PROBLEM -
Copy all lines holding the word "خاطر" from the entries.

DATA PROVIDED -
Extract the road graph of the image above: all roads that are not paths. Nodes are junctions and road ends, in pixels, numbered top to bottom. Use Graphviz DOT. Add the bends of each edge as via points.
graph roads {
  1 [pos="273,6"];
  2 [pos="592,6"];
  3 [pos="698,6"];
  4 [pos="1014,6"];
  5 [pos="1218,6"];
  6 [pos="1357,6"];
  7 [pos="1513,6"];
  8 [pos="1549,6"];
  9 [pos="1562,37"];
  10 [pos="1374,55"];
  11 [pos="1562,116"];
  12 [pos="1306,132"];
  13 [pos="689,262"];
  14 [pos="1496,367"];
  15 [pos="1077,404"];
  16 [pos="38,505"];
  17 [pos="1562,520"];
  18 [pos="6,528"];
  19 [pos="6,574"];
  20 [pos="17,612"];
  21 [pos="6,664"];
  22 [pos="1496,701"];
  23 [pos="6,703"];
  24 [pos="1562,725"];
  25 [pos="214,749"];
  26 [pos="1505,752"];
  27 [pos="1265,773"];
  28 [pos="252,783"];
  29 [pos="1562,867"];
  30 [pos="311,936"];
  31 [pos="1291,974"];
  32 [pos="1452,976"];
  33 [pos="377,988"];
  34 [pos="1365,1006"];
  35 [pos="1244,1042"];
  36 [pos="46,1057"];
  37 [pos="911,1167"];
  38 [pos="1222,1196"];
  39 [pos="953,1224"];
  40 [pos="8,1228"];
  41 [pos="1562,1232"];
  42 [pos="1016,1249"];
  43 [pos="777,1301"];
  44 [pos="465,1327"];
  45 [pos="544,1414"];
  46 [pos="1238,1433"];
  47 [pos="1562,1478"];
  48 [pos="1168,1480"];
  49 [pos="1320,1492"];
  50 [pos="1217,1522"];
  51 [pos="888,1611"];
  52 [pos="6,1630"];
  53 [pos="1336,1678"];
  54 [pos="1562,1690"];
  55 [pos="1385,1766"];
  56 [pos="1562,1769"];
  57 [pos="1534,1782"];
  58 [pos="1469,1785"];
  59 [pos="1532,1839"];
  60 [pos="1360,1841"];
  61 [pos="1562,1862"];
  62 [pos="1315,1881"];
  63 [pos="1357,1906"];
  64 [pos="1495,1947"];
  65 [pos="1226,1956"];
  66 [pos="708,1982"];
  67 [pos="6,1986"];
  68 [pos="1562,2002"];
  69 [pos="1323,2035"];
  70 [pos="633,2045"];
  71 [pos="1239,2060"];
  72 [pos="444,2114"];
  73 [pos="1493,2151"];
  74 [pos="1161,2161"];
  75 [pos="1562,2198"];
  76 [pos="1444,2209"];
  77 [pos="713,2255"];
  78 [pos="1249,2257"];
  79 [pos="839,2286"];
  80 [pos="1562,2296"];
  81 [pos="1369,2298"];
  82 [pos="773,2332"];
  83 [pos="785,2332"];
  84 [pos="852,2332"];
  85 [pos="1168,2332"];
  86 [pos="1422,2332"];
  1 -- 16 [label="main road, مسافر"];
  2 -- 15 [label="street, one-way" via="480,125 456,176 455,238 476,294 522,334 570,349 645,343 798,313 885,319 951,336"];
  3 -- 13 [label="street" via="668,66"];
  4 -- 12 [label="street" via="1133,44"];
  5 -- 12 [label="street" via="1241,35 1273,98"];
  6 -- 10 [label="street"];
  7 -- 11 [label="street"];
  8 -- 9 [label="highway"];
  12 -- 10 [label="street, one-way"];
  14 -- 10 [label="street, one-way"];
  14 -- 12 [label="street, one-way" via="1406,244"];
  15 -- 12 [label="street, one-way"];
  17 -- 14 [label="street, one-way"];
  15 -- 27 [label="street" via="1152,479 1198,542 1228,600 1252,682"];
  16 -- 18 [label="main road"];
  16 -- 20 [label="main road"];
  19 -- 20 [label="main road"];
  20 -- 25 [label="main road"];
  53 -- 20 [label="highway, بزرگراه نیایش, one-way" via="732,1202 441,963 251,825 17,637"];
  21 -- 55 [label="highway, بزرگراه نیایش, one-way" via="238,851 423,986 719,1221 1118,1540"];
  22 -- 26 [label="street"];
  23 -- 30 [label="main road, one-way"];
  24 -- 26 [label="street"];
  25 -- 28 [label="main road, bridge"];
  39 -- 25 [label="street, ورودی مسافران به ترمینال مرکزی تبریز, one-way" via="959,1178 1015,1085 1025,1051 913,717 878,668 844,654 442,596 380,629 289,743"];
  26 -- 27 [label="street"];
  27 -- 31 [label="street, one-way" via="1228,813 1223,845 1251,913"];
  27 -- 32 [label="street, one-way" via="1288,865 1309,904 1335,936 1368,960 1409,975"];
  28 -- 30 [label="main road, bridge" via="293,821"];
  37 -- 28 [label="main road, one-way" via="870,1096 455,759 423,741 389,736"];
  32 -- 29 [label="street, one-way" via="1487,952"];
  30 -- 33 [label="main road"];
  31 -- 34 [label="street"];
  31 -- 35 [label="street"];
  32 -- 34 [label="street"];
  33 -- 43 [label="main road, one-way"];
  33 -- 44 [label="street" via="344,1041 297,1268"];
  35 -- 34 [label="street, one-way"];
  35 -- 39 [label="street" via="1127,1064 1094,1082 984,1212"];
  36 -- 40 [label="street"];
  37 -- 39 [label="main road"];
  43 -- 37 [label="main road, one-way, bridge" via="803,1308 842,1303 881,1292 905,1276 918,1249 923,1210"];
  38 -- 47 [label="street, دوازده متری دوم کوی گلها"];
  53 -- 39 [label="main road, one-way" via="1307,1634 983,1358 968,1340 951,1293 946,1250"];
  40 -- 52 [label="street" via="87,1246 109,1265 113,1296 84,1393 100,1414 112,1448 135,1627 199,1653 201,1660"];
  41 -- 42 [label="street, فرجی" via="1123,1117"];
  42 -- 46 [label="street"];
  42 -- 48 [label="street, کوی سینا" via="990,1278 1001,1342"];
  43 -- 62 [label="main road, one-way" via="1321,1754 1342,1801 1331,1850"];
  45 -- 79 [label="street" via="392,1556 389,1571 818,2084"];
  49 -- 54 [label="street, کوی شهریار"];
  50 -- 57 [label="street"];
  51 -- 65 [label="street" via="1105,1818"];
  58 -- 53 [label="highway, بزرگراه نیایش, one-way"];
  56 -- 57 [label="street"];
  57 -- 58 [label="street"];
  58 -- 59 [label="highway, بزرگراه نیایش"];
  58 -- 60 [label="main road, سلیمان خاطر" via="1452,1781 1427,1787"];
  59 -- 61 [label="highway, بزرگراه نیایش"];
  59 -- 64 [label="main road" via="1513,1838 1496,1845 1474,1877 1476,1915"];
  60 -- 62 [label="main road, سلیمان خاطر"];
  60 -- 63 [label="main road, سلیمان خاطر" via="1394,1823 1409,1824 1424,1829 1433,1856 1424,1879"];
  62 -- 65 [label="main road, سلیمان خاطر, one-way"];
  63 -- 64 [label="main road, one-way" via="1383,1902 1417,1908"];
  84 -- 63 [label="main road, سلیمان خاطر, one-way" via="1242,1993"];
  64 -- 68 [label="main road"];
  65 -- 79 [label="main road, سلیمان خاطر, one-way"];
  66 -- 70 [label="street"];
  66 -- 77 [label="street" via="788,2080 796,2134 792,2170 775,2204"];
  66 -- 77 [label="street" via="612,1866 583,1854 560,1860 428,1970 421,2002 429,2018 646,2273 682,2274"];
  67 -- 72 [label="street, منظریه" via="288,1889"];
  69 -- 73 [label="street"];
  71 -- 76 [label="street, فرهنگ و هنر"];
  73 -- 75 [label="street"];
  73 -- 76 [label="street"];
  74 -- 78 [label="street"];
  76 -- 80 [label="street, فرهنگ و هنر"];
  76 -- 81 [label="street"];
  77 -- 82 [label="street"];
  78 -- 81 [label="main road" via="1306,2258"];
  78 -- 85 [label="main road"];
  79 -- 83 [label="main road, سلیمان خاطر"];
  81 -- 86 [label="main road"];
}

RESULT OF THIS EXERCISE -
  58 -- 60 [label="main road, سلیمان خاطر" via="1452,1781 1427,1787"];
  60 -- 62 [label="main road, سلیمان خاطر"];
  60 -- 63 [label="main road, سلیمان خاطر" via="1394,1823 1409,1824 1424,1829 1433,1856 1424,1879"];
  62 -- 65 [label="main road, سلیمان خاطر, one-way"];
  84 -- 63 [label="main road, سلیمان خاطر, one-way" via="1242,1993"];
  65 -- 79 [label="main road, سلیمان خاطر, one-way"];
  79 -- 83 [label="main road, سلیمان خاطر"];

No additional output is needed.